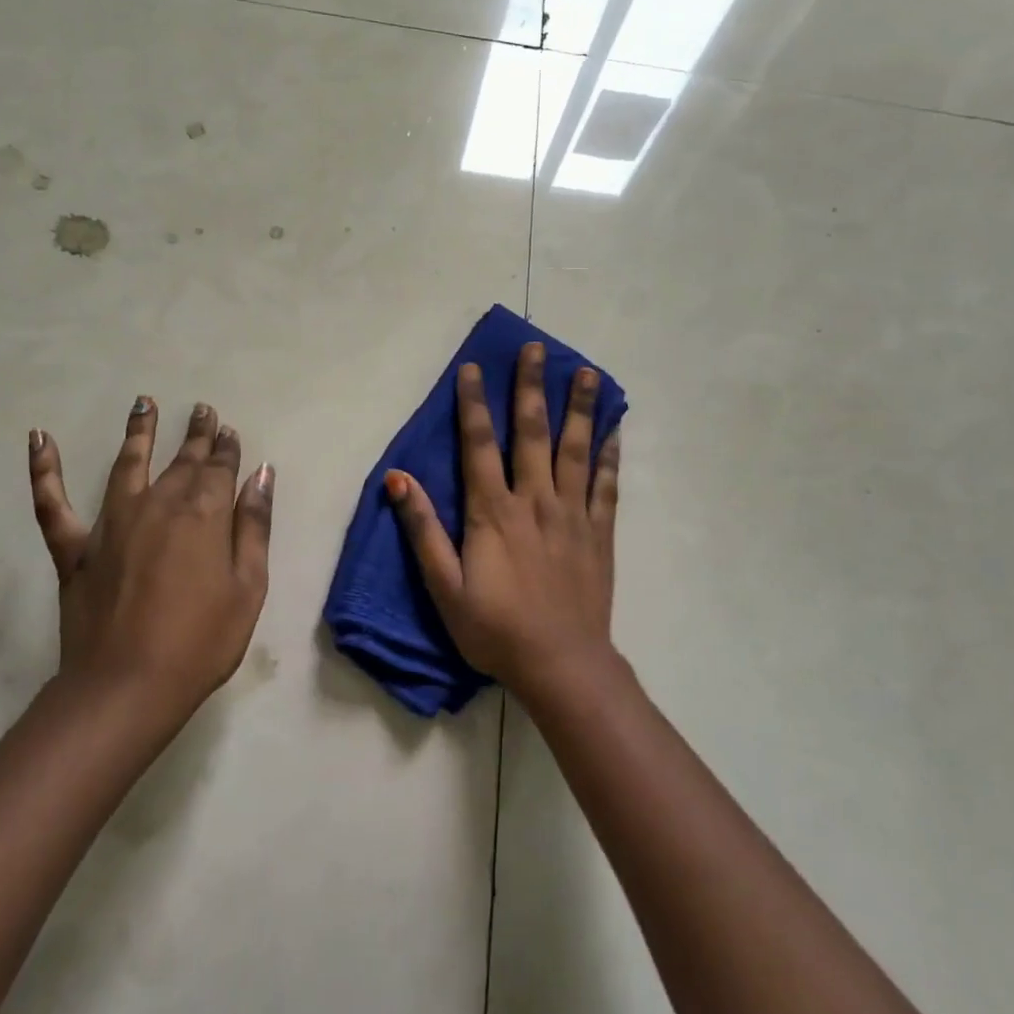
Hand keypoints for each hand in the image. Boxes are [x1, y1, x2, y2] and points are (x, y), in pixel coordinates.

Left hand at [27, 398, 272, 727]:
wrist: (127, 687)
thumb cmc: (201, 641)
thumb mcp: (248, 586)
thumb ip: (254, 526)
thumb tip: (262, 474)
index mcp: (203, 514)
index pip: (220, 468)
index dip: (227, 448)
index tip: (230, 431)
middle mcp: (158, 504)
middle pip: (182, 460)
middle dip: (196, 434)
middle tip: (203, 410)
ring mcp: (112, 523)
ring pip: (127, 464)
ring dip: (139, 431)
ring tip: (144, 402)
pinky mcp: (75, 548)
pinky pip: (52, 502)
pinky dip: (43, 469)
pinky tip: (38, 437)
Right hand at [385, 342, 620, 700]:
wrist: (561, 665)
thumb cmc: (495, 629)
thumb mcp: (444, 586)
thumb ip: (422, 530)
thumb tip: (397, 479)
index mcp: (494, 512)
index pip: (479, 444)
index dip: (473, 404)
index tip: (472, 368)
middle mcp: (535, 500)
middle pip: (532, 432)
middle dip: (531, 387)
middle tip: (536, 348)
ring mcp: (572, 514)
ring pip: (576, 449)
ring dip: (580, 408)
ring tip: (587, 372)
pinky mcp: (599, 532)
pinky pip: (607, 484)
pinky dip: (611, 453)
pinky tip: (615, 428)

==============================

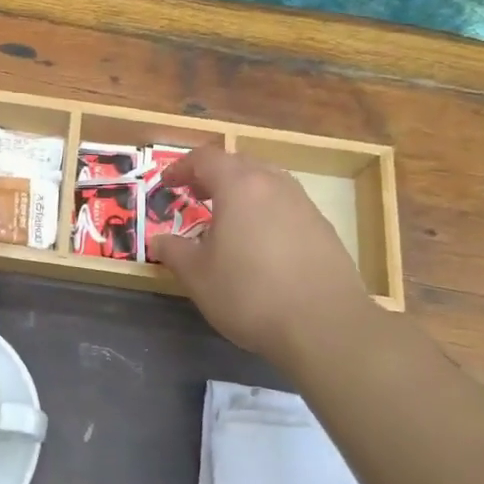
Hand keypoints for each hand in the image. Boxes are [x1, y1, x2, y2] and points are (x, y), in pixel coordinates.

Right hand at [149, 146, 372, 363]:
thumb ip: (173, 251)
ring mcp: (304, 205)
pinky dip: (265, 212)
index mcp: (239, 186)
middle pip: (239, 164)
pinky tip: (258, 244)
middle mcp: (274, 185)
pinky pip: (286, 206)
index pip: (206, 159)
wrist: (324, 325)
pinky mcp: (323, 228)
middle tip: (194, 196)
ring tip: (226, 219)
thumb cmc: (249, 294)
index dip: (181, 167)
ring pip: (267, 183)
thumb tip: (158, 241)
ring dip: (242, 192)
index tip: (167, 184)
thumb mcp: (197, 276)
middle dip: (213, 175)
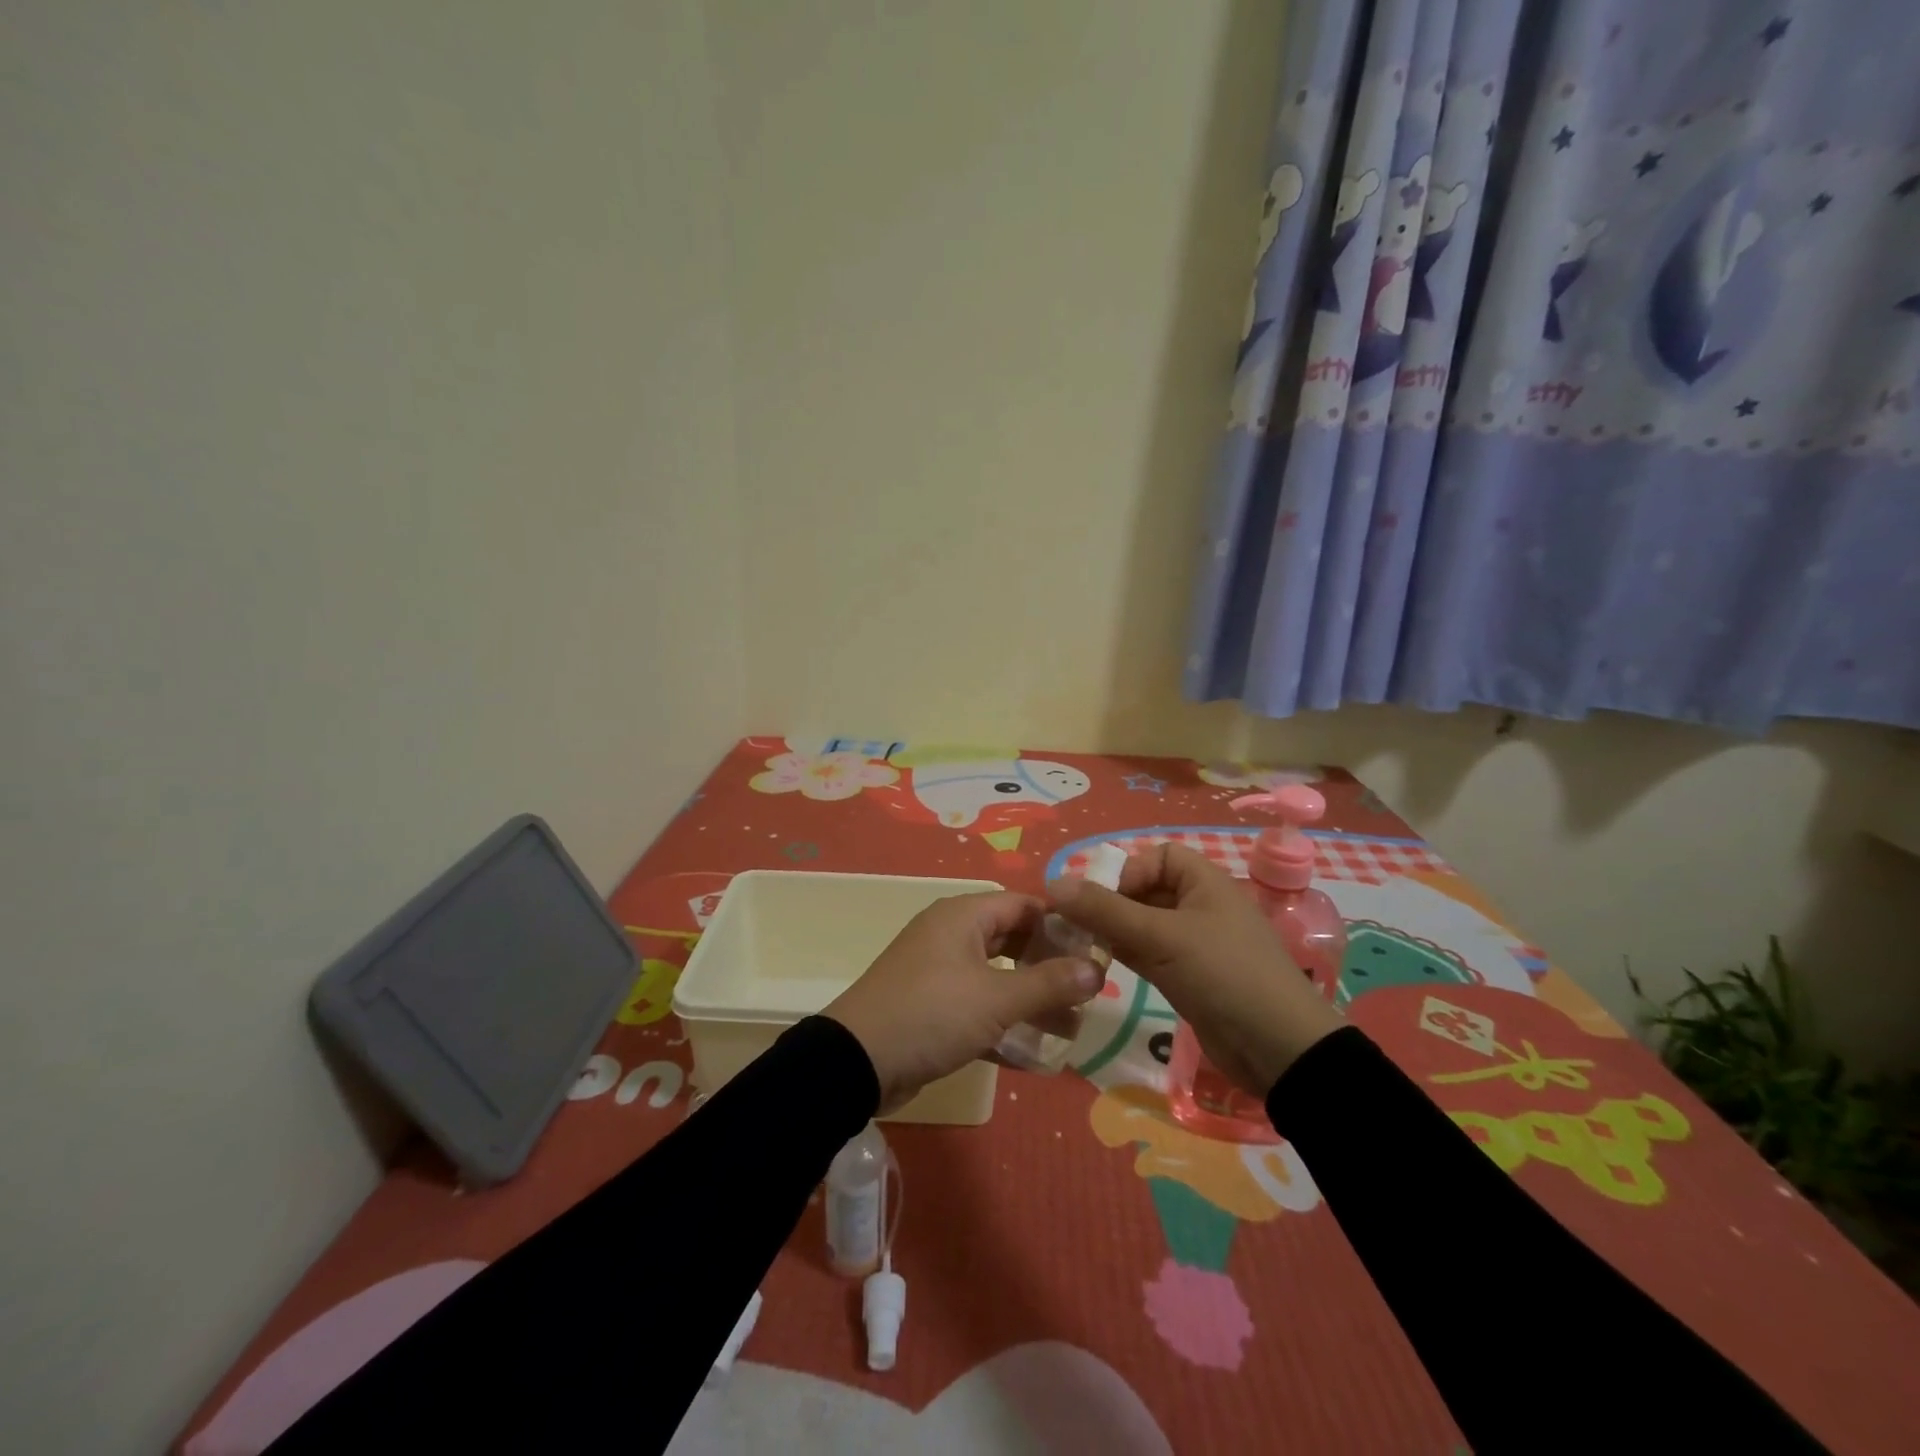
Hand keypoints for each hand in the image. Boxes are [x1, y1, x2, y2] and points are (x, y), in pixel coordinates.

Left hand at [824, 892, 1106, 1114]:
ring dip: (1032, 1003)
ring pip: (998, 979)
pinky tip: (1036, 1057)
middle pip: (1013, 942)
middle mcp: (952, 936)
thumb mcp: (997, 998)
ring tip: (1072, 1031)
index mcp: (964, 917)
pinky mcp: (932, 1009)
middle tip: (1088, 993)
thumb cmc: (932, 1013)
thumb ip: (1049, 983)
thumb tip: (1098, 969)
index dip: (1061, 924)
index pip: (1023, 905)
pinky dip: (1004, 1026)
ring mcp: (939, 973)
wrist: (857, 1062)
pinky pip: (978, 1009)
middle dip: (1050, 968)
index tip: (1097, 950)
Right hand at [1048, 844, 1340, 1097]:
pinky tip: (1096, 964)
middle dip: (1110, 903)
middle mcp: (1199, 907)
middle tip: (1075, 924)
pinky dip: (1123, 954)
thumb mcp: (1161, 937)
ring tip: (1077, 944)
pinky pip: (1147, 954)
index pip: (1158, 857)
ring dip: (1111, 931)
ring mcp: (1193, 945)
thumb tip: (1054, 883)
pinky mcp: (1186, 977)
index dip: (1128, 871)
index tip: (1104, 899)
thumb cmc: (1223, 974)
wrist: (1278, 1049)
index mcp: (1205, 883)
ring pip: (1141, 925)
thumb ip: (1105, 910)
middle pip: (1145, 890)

==============================

> [Your assignment]: Could you write out, exactly as they stand, only the lines above that begin at the line with "ring tip: (144, 402)" and stop after the line with "pinky tip: (615, 428)"?

> [Response to this task]:
ring tip: (144, 402)
pinky mcp: (75, 548)
pinky pip: (52, 502)
pinky dip: (43, 469)
pinky tip: (38, 437)
Right hand at [385, 342, 620, 700]:
wrist: (561, 665)
thumb cmc: (495, 629)
thumb mcp: (444, 586)
thumb ip: (422, 530)
thumb tip: (397, 479)
index mcp: (494, 512)
index pip: (479, 444)
index dip: (473, 404)
index tip: (472, 368)
middle mcp: (535, 500)
middle pip: (532, 432)
middle dip: (531, 387)
middle tip: (536, 348)
ring mcp: (572, 514)
ring pip: (576, 449)
ring dip: (580, 408)
ring tip: (587, 372)
pinky mcp: (599, 532)
pinky pip: (607, 484)
pinky dip: (611, 453)
pinky tip: (615, 428)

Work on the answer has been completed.